■ **Exercise objective**
Below are some entries; state how many of their lines contain the word "junction", with nothing else in the reply.
Start of Provided records
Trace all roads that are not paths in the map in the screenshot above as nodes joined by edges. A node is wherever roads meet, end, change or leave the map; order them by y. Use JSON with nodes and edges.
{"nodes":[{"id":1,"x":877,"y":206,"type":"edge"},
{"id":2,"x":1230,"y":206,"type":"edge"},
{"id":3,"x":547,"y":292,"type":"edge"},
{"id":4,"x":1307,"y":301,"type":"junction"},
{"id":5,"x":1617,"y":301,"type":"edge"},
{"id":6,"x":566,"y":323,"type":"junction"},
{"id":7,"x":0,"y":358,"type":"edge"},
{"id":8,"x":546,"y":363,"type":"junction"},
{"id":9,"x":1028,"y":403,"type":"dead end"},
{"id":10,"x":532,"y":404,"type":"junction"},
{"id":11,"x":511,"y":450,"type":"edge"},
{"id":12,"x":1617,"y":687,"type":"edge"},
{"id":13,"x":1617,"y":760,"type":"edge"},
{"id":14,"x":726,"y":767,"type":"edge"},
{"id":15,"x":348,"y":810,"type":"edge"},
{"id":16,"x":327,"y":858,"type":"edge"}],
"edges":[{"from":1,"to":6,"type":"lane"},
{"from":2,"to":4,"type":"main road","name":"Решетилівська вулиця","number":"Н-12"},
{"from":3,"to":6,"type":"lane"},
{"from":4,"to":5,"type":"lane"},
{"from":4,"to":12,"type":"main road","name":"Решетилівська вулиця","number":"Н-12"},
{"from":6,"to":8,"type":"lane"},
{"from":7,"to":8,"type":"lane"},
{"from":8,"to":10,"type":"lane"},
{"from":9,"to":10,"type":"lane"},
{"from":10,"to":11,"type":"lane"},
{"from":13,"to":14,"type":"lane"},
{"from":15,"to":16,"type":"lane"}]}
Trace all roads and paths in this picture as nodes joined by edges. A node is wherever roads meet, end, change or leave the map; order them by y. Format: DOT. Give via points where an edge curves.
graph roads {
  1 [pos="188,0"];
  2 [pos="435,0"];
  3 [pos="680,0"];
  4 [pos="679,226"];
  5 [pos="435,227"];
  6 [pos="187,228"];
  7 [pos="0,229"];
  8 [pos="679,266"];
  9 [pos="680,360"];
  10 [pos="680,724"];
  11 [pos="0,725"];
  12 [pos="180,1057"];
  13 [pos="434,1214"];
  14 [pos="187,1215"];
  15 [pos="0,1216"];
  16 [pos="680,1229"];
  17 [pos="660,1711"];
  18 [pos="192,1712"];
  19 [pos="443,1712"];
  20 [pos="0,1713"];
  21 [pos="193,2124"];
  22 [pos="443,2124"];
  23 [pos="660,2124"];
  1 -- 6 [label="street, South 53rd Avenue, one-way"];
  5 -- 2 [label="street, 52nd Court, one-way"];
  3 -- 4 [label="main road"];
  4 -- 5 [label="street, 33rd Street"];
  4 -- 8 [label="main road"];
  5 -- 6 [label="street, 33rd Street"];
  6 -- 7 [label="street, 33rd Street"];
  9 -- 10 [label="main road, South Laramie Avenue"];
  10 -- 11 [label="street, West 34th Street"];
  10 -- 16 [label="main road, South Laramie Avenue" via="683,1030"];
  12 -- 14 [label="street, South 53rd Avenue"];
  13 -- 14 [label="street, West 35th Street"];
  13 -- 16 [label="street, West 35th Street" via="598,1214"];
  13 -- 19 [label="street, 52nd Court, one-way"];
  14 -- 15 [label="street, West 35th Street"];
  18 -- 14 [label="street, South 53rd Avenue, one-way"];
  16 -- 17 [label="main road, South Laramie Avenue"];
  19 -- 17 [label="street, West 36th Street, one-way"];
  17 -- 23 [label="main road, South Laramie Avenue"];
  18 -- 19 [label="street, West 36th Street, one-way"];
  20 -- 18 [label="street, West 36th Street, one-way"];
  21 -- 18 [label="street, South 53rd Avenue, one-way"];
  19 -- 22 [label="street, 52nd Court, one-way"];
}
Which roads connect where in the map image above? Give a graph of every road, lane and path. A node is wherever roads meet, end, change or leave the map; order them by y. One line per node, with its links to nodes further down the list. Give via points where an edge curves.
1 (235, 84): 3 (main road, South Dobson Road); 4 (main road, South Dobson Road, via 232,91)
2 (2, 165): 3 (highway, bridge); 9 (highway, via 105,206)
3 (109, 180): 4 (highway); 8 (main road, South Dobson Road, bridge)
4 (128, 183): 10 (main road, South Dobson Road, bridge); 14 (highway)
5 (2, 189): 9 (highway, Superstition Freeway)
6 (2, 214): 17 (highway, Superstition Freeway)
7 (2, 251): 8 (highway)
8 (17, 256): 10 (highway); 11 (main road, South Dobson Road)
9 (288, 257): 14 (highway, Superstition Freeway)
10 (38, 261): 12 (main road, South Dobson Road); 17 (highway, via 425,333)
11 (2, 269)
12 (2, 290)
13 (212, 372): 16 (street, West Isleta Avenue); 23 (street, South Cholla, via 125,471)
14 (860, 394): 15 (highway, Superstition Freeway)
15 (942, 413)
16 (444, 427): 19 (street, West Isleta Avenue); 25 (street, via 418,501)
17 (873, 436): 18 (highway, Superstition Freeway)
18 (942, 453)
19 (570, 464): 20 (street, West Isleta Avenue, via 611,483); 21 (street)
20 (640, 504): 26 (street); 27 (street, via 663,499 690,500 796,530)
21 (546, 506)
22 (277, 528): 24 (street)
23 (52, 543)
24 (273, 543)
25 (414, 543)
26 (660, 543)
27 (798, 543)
End of Provided records
■ **Worked solution**
4